Using AWS components, Cloudflare, and public APIs.

James Montgomery

2 minute read

TL; DR

I decided to dust off my text-to-speech list, implementing a serverless solution delivering random jokes and quotes. You may visit it at this address:

https://tts-ja.mesmontgomery.co.uk/

You can get a preview of the joke quality here:

Note: I can’t affect the humour quality 🤣.

Solution overview

Upon visiting the page, an event triggers calls to the API routes for their relative jokes and quotes. Contained in the API response is the source audio for the HTML5 audio controls.

An overview of AWS component use from my front-end.

The audio can be refreshed via page reload or pressing the update button.

Solution detail

I elected for an AWS solution, proxied via Cloudflare. Here is a logical diagram of the API solution used via fetch:

An overview of how my AWS gateway, lambda, and other components interact.

The Cloudflare component provides:

  • Rate limiting for my API; and
  • Edge caching for static JSON responses;

The motivation for rate-limiting was one of cost/resource control. Cloudflare offers rate-limiting to all plan types, including the free plan as a billable addition.

Similarly, the edge caching option allows me to serve static JSON responses without always required a function invocation. Benefits include:

  • Lower latency to response times; and
  • Fewer concurrent Lambda invocations when a cache hit occurs.

Edge caching is available via the page rules functionality and is available in the free plan. I have tested this, and it works as described.
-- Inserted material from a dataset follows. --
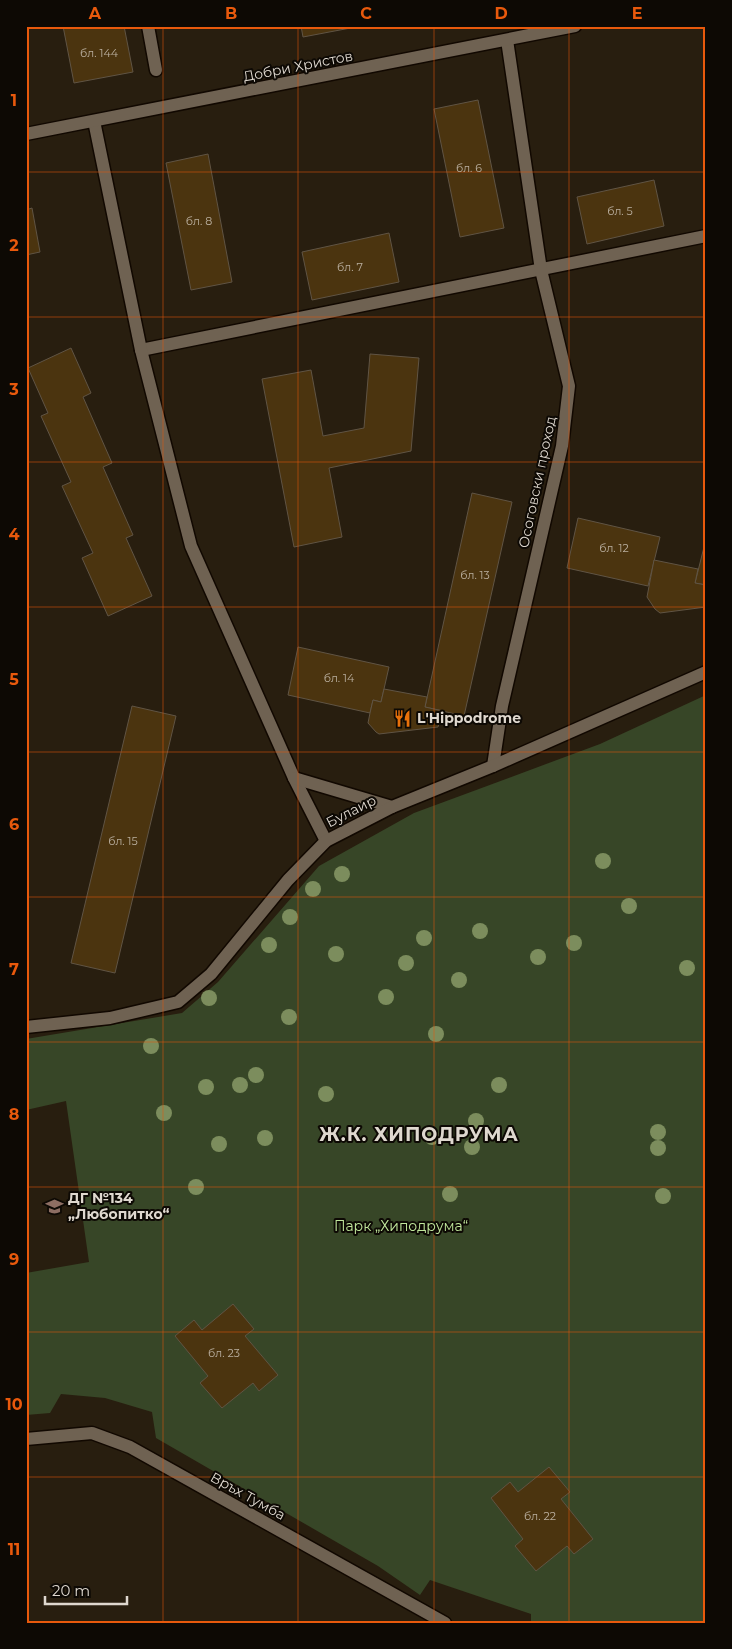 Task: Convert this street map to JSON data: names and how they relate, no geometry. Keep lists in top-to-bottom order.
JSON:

However, I need to change my implementation to take advantage of it. If I use it with the existing API, then the response is cached for 2 hours.

It was Troy Hunt’s post on Cloudflare and HIBP which first seeded this for consideration. Please do read his blog post; it’s all kinds of awesome.

Conclusion

I originally began this as a part of re-working my local Elite Dangerous projects (TTS player, timeline) to a serverless solution. Before doing so, I elected to work on the core concepts with similar requirements but a more straightforward problem to solve. And to laugh at some terrible jokes 😀.

What I’ve deployed works but it contains synchronous inter-service communication at the backend. It’s on the list to remove and improve. If you’d like to read about the options in this space, I recommend this blog post from Paul Swail.